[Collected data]
——————

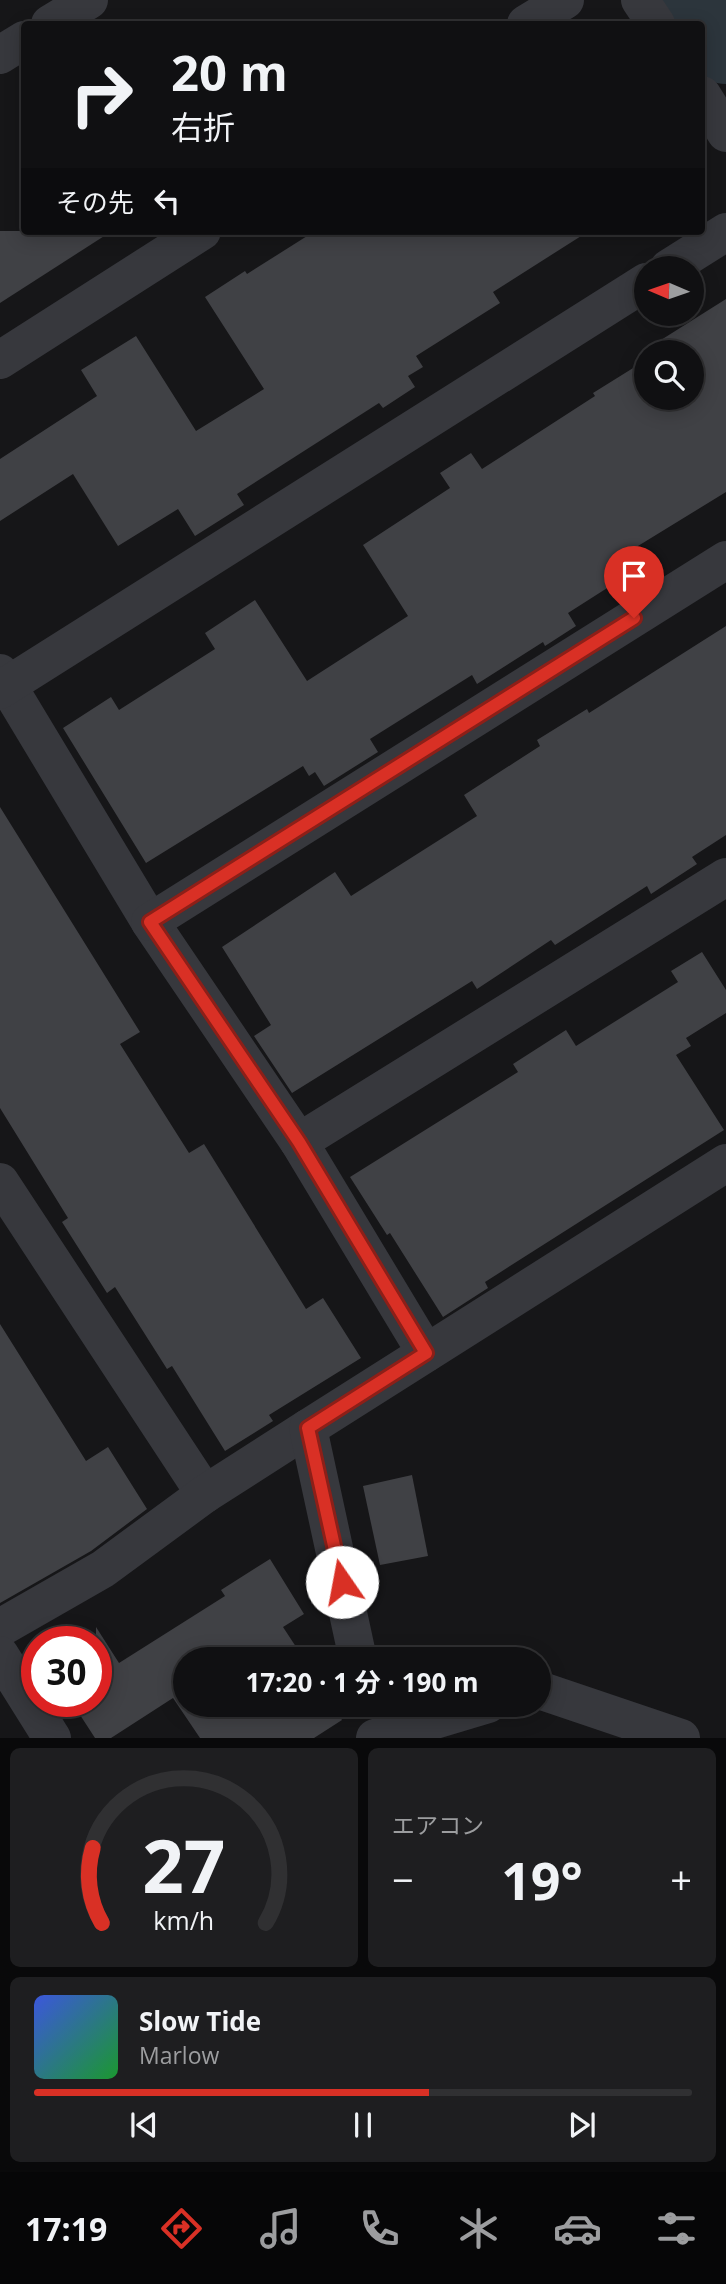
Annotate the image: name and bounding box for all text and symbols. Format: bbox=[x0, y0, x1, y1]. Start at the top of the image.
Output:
text: 20 m bbox=[171, 39, 288, 105]
icon: right bbox=[56, 49, 147, 140]
text: 右折 bbox=[171, 105, 235, 148]
icon: left bbox=[148, 182, 186, 220]
text: その先 bbox=[56, 184, 134, 220]
north arrow bbox=[634, 256, 704, 326]
map controls bbox=[634, 256, 704, 410]
button: search bbox=[634, 340, 704, 410]
pin bbox=[604, 546, 664, 618]
icon: arrive bbox=[615, 557, 653, 595]
position arrow bbox=[305, 1545, 379, 1619]
speed limit sign: 30 bbox=[21, 1626, 112, 1717]
text: 17:20 · 1 分 · 190 m bbox=[245, 1664, 479, 1700]
text: エアコン bbox=[392, 1809, 484, 1841]
text: 27 bbox=[142, 1816, 226, 1915]
text: 19° bbox=[501, 1844, 583, 1915]
text: − bbox=[392, 1853, 414, 1905]
text: + bbox=[670, 1853, 692, 1905]
text: km/h bbox=[154, 1903, 214, 1937]
text: Slow Tide bbox=[139, 2003, 261, 2039]
text: Marlow bbox=[139, 2039, 219, 2071]
icon: previous bbox=[125, 2106, 163, 2144]
icon: pause bbox=[344, 2106, 382, 2144]
icon: next bbox=[563, 2106, 601, 2144]
icon: directions bbox=[157, 2204, 206, 2253]
icon: music bbox=[256, 2204, 305, 2253]
icon: phone bbox=[355, 2204, 404, 2253]
icon: climate bbox=[454, 2204, 503, 2253]
icon: car bbox=[553, 2204, 602, 2253]
icon: filters bbox=[652, 2204, 701, 2253]
text: 17:19 bbox=[25, 2207, 107, 2250]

——————

*WHAT THE TASK REQUIRES*
None of the pictures belong in the copy; transcribe the rest of the data exactly.

*SOLUTION TO THIS TASK*
Annotate the image: name and bounding box for all text and symbols. Format: bbox=[x0, y0, x1, y1]. Start at the top of the image.
Output:
text: 20 m bbox=[171, 39, 288, 105]
icon: right bbox=[56, 49, 147, 140]
text: 右折 bbox=[171, 105, 235, 148]
icon: left bbox=[148, 182, 186, 220]
text: その先 bbox=[56, 184, 134, 220]
north arrow bbox=[634, 256, 704, 326]
map controls bbox=[634, 256, 704, 410]
button: search bbox=[634, 340, 704, 410]
pin bbox=[604, 546, 664, 618]
icon: arrive bbox=[615, 557, 653, 595]
position arrow bbox=[305, 1545, 379, 1619]
speed limit sign: 30 bbox=[21, 1626, 112, 1717]
text: 17:20 · 1 分 · 190 m bbox=[245, 1664, 479, 1700]
text: エアコン bbox=[392, 1809, 484, 1841]
text: 27 bbox=[142, 1816, 226, 1915]
text: 19° bbox=[501, 1844, 583, 1915]
text: − bbox=[392, 1853, 414, 1905]
text: + bbox=[670, 1853, 692, 1905]
text: km/h bbox=[154, 1903, 214, 1937]
text: Slow Tide bbox=[139, 2003, 261, 2039]
text: Marlow bbox=[139, 2039, 219, 2071]
icon: previous bbox=[125, 2106, 163, 2144]
icon: pause bbox=[344, 2106, 382, 2144]
icon: next bbox=[563, 2106, 601, 2144]
icon: directions bbox=[157, 2204, 206, 2253]
icon: music bbox=[256, 2204, 305, 2253]
icon: phone bbox=[355, 2204, 404, 2253]
icon: climate bbox=[454, 2204, 503, 2253]
icon: car bbox=[553, 2204, 602, 2253]
icon: filters bbox=[652, 2204, 701, 2253]
text: 17:19 bbox=[25, 2207, 107, 2250]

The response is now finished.